Probate is the court process set up in each State’s law to transfer ownership of your assets (car, home, bank accounts, etc.) after your death to your beneficiaries (if you have a valid Will) or heirs (if there is no valid Will). In a nutshell, it involves having the probate court judge admit the Will, if any, notification to and payment of creditors, and ultimately distribution of your assets.

Why would you want to avoid probate?

For most people, the main reason is the cost of probate (primarily attorney fees). Also, probate usually takes a bare minimum of four months to complete, and it may last much longer.

What assets go through probate?

First, let me make this clear – A Will does not avoid probate. It just tells the probate court whom you wish as personal representative (“executor”) to be in charge of the procedure, and to whom you wish your assets to pass at your death.

Assets that pass automatically at death (jointly-owned property with right of survivorship and assets which are titled with a named beneficiary, like life insurance) do not go through probate.

In addition to joint ownership and beneficiary designations, many people use a Revocable Living Trust to avoid probate. Married couples with large estates should use them to save on estate taxes.

What is a Revocable Living Trust? Do I need or want one?

A Trust is merely an arrangement in writing whereby assets are placed under the control of a Trustee or Trustees for the benefit of a named beneficiary or beneficiaries. It is called “revocable” because the maker retains the right to amend or revoke it.

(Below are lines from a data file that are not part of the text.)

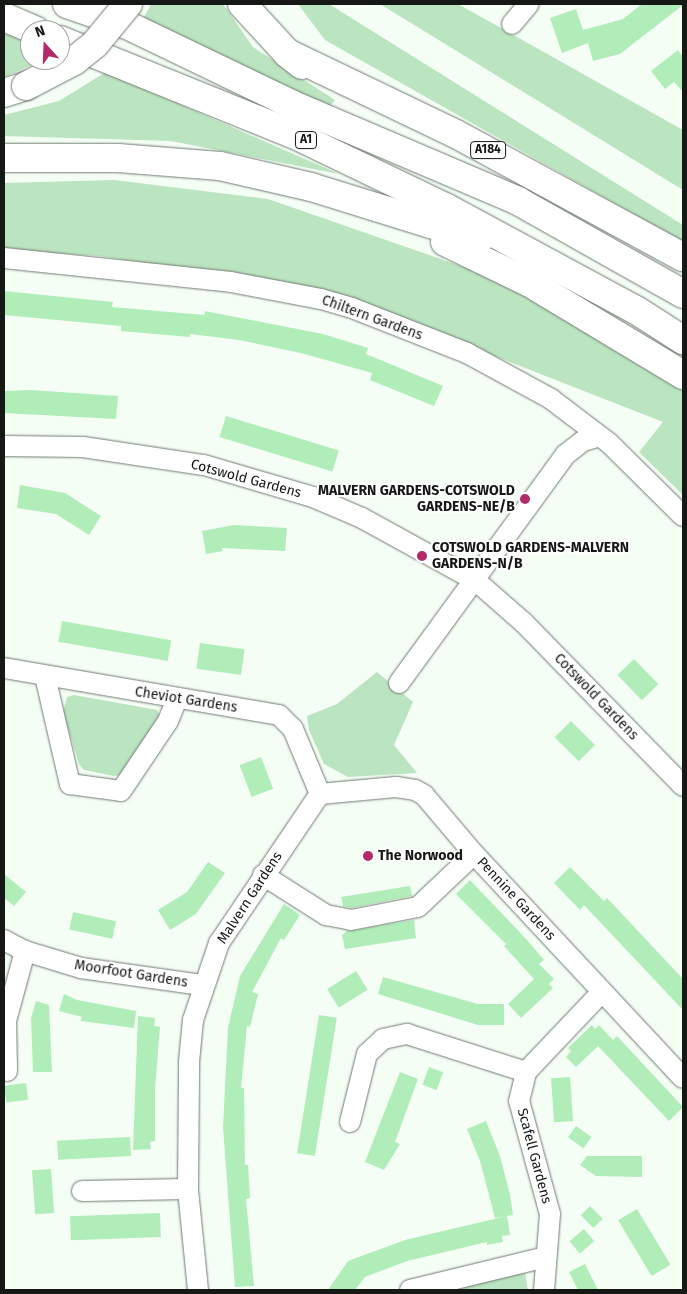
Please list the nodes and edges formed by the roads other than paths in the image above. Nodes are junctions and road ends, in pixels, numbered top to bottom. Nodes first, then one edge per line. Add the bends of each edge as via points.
1 (68, 4) edge
2 (128, 4) edge
3 (242, 4) edge
4 (529, 4) edge
5 (4, 17) edge
6 (20, 24) edge
7 (512, 24) dead end
8 (70, 44) edge
9 (287, 53) junction
10 (15, 90) edge
11 (4, 158) edge
12 (518, 201) junction
13 (369, 205) junction
14 (683, 257) edge
15 (4, 258) edge
16 (543, 259) junction
17 (683, 294) edge
18 (683, 340) edge
19 (683, 375) edge
20 (597, 437) junction
21 (4, 446) edge
22 (683, 516) edge
23 (475, 580) junction
24 (4, 668) edge
25 (45, 676) junction
26 (399, 683) dead end
27 (177, 700) junction
28 (683, 786) edge
29 (320, 794) junction
30 (474, 854) junction
31 (263, 875) junction
32 (4, 940) edge
33 (25, 951) junction
34 (202, 985) junction
35 (602, 992) junction
36 (6, 1070) dead end
37 (526, 1072) junction
38 (683, 1078) edge
39 (350, 1122) dead end
40 (188, 1189) junction
41 (82, 1191) dead end
42 (546, 1257) junction
43 (198, 1290) edge
44 (410, 1290) edge
45 (544, 1290) edge

1 - 12 highway, A1 via 127,25 291,104
2 - 10 highway, bridge via 95,44 74,61
3 - 9 highway, A1
4 - 7 street
5 - 6 highway
8 - 16 highway, A1 via 293,134 447,208
9 - 12 highway, A1 via 330,86
9 - 14 highway, A184 via 456,134
11 - 13 highway via 186,161 258,174
12 - 17 highway, A1
13 - 16 highway
13 - 19 highway via 530,283
15 - 20 street, Chiltern Gardens via 231,282 321,299 467,353 551,399
16 - 18 highway, A1
20 - 22 street, Chiltern Gardens via 609,443
20 - 23 street via 582,441 565,455
21 - 23 street, Cotswold Gardens via 82,447 141,454 257,479 362,518
23 - 26 street
23 - 28 street, Cotswold Gardens via 523,622
24 - 25 street, Cheviot Gardens
25 - 27 street, Cheviot Gardens
25 - 27 street via 70,784 121,791 168,721
27 - 29 street, Cheviot Gardens via 269,712 288,721
29 - 30 street, Pennine Gardens via 396,787 415,790 424,794
29 - 31 street, Malvern Gardens
30 - 31 street via 418,907 351,920 326,915
30 - 35 street, Pennine Gardens
31 - 34 street, Malvern Gardens via 219,943
32 - 33 street, Moorfoot Gardens
33 - 34 street, Moorfoot Gardens via 81,968
33 - 36 street via 6,1021
34 - 40 street, Malvern Gardens via 193,1020 189,1062
35 - 37 street, Scafell Gardens
35 - 38 street, Pennine Gardens
37 - 39 street via 416,1036 407,1034 383,1039 367,1054
37 - 42 street, Scafell Gardens via 519,1101 550,1214
40 - 41 street
40 - 43 street, Malvern Gardens
42 - 44 street
42 - 45 street, Scafell Gardens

It is called “living” because it set it up while you are alive, rather than through your Will at your death.

If being used for you to avoid probate, you normally are the one who sets it up (the “Settlor” or “Grantor”); you are the initial Trustee (maintaining complete control over your assets), and you are the Beneficiary until your death. In the Trust, it states who will take over as Trustee at your death, and like a Will, it says to whom the Trust assets are to be distributed at that time.

In order for the assets to avoid probate, they must be transferred to you as Trustee of your Trust. For real estate, this involves new deeds to transfer ownership to the Trust. Financial accounts are retitled in the name of the Trust. The Trust may also be the beneficiary of life insurance, retirement accounts, etc. It is also normally made the beneficiary under your Will for any assets which do pass through probate.

Assets that are not transferred into the Trust will be subject to go through probate unless they are jointly-owned or have a named beneficiary.

Why do more people not use a Trust to avoid probate?

For most people, the reasons they do not use a Trust are two-fold: First, they have not heard about them, or they have heard that they are only for the rich. Second, they are a bit more expensive than doing similar planning through a Will. However, the additional cost is in the hundreds of dollars, and the potential savings are in the thousands of dollars.